Use a business bank account
As many as one in five business owners don’t use a business bank account. Lenders are increasingly evaluating business revenues to make financing decisions, so you need a business bank account if you want to be considered for the more attractive types of small business financing. You can pay yourself out of the business, then use those funds to pay your personal expenses, but don’t use your business account as if it were a personal checking account.
Get your books up-to-date
Some small business owners who applied for COVID-19 relief loans, such as Economic Injury Disaster Loans (EIDL) or Paycheck Protection Program (PPP) loans, were faced with a wake-up call: they needed the information from their 2019 tax returns to successfully apply for funding, despite the fact that the deadline for filing those returns had been extended.

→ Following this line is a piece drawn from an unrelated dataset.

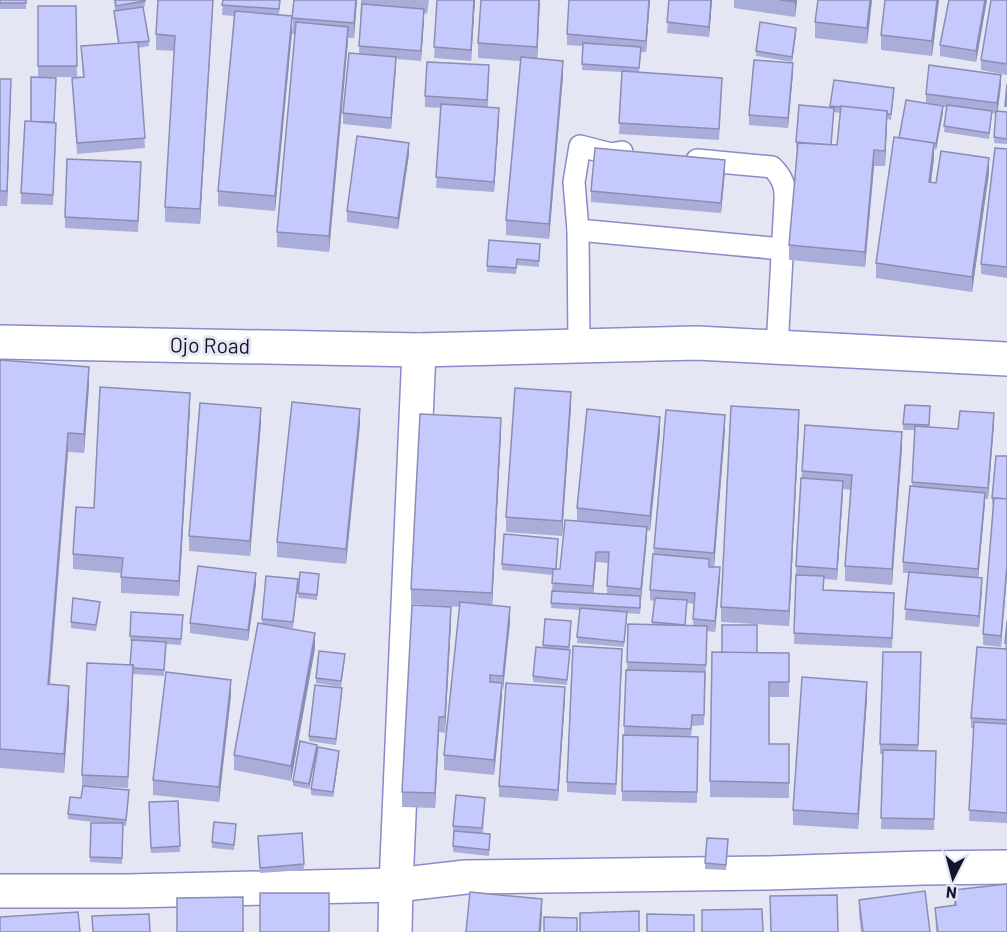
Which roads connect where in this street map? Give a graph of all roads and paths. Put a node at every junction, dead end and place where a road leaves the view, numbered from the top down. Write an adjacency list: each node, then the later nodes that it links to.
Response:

If you are serious about getting a good small business loan, your bookkeeper or accountant should be your best friend. You will want to keep your books up to date and be prepared to provide up-to-date financials as needed.
Get a small business credit card
If you’ve been using a personal credit card for business purchases, you’ll want to consider a small business credit card to officially separate your business purchases from personal ones.
Some business credit cards don’t report account activity to the owner’s personal credit (except if the account is delinquent), which can further help to separate your personal and business credit.
Create or update your business plan
Not all lenders will require a business plan, but many traditional lenders, such as banks, will. Even if a lender doesn’t request a business plan, the work you put into creating one will help you identify financing needs and opportunities. There are many good tools for creating a business plan, and you can get free help with yours through SCORE or your Small Business Development Center.
Know what you need
If you’re looking for financing to buy a piece of equipment or take on a specific project, then it won’t be difficult to figure out how much you need to borrow. But in many cases, when you’re trying to get financing for cash flow or working capital, it’s harder to figure that out.
Borrowing blindly can mean you’ll wind up with financing you can’t afford. If you don’t know how much you need to borrow, or how much you can afford to borrow, talk with your accountant or small business advisor.
Watch your credit
Even before the coronavirus crisis, just over half of business owners used either business credit or a combination of business and personal credit to get financing, according to Fed research.
Post-COVID-19, lenders are going to be even more cautious as they lend, and good personal and business credit will be more important than ever.
So, monitor your personal credit with each major consumer credit agency: Equifax, Experian and TransUnion. You can check your credit reports from all three at AnnualCreditReport.com.